§ **TRY IT**
Exact copies of the line with "Write the network" and of all lines after it through the end of the entries are required, and no other lines.

══════════

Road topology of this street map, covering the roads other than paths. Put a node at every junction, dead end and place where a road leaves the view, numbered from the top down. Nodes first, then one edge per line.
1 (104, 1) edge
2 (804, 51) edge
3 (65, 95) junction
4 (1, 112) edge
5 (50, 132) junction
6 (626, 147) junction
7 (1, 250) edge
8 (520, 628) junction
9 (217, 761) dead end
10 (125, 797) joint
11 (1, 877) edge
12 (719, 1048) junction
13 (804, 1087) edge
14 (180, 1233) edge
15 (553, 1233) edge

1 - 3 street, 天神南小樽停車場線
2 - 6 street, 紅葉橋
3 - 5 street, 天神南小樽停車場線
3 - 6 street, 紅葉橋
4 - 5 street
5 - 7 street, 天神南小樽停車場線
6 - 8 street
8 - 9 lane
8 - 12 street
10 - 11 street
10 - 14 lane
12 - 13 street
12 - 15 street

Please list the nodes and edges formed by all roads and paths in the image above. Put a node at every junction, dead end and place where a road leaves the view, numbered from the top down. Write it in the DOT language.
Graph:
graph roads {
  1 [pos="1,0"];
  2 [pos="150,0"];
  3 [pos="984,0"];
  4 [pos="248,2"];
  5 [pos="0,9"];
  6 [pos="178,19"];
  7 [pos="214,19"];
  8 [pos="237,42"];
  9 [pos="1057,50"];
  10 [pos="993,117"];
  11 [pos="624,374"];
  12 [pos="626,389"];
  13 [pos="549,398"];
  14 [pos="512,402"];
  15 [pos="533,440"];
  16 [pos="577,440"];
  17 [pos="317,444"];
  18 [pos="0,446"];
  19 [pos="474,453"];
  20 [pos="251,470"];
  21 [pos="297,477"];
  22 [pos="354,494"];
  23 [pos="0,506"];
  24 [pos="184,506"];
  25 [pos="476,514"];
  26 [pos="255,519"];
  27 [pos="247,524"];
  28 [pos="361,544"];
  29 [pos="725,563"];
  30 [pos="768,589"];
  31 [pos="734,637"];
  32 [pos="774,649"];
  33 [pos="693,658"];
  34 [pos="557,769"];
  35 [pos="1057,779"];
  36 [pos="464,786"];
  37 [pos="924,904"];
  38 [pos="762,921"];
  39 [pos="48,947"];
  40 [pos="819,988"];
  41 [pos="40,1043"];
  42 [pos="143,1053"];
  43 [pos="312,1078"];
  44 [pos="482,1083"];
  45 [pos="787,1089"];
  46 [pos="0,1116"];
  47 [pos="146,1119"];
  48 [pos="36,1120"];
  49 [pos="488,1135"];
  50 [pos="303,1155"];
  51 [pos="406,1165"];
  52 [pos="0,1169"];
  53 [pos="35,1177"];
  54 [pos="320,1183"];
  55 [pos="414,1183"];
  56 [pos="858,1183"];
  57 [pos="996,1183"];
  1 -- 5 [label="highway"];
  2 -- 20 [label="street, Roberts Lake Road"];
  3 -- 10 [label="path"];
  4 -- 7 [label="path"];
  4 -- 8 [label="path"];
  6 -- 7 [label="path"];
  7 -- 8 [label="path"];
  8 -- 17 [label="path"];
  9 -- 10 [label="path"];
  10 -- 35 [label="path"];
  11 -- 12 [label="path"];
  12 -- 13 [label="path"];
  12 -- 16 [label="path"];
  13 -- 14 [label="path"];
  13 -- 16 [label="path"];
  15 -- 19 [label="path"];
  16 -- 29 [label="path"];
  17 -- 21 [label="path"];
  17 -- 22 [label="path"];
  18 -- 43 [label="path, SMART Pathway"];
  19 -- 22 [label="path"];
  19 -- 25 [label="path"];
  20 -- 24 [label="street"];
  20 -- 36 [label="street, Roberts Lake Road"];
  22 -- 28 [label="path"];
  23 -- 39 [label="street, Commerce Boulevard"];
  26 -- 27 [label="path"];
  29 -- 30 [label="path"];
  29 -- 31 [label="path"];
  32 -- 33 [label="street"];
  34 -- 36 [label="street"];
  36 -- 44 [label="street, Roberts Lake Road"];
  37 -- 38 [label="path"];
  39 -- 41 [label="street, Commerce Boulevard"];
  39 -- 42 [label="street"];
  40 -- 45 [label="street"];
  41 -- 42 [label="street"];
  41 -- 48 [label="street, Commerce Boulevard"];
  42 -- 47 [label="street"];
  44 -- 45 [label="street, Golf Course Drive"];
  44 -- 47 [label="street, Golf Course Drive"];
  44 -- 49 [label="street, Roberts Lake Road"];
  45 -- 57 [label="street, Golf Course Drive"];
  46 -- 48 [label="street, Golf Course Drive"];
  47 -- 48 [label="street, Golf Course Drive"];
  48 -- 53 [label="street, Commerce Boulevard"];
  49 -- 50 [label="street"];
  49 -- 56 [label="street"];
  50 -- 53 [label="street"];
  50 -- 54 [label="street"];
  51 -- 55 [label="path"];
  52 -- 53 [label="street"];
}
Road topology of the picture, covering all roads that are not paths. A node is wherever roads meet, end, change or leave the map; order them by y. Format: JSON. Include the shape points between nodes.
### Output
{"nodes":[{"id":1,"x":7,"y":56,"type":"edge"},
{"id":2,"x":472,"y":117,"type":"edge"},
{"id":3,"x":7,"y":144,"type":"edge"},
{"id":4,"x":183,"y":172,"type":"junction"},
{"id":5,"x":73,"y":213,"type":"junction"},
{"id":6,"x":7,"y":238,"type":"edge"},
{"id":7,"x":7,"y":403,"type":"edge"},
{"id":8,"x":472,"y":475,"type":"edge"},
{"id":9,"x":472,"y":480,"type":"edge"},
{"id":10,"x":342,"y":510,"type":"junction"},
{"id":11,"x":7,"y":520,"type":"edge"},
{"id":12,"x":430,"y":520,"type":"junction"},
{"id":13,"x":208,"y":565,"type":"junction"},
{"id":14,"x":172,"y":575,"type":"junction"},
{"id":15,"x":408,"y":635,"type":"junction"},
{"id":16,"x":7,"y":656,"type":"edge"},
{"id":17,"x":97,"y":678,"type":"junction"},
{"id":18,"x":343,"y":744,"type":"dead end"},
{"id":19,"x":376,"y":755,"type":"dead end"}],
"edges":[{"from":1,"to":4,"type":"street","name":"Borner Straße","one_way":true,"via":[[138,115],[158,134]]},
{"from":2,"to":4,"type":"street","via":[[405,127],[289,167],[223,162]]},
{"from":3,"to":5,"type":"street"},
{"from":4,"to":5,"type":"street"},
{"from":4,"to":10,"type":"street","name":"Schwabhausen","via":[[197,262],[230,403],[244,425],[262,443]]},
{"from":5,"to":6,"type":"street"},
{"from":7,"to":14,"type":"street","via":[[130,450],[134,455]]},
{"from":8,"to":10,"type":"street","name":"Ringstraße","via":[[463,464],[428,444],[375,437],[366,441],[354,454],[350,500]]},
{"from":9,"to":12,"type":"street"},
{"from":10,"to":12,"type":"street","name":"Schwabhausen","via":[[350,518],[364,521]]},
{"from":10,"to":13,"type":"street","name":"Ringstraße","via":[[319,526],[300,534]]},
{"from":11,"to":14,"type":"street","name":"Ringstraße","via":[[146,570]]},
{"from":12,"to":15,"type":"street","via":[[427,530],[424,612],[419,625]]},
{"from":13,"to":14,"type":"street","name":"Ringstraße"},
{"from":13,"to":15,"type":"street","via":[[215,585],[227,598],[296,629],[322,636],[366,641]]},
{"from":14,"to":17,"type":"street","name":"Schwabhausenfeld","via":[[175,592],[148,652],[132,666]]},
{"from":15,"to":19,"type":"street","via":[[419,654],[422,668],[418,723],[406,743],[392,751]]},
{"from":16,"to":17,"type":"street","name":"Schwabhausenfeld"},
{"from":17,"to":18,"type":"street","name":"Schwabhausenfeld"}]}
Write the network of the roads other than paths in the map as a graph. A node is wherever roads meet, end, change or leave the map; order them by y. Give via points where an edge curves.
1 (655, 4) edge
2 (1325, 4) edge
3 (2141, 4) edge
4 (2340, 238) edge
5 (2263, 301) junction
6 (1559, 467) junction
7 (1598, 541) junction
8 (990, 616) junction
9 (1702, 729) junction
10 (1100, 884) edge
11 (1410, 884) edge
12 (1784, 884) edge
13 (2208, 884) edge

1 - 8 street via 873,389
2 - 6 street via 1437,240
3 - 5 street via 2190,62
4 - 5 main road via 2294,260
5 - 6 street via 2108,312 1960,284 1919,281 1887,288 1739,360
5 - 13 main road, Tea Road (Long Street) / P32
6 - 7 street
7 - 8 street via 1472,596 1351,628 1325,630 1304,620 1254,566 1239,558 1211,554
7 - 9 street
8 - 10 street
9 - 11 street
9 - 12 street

══════════

§ **SOLUTION**
Write the network of the roads other than paths in the map as a graph. A node is wherever roads meet, end, change or leave the map; order them by y. Give via points where an edge curves.
1 (655, 4) edge
2 (1325, 4) edge
3 (2141, 4) edge
4 (2340, 238) edge
5 (2263, 301) junction
6 (1559, 467) junction
7 (1598, 541) junction
8 (990, 616) junction
9 (1702, 729) junction
10 (1100, 884) edge
11 (1410, 884) edge
12 (1784, 884) edge
13 (2208, 884) edge

1 - 8 street via 873,389
2 - 6 street via 1437,240
3 - 5 street via 2190,62
4 - 5 main road via 2294,260
5 - 6 street via 2108,312 1960,284 1919,281 1887,288 1739,360
5 - 13 main road, Tea Road (Long Street) / P32
6 - 7 street
7 - 8 street via 1472,596 1351,628 1325,630 1304,620 1254,566 1239,558 1211,554
7 - 9 street
8 - 10 street
9 - 11 street
9 - 12 street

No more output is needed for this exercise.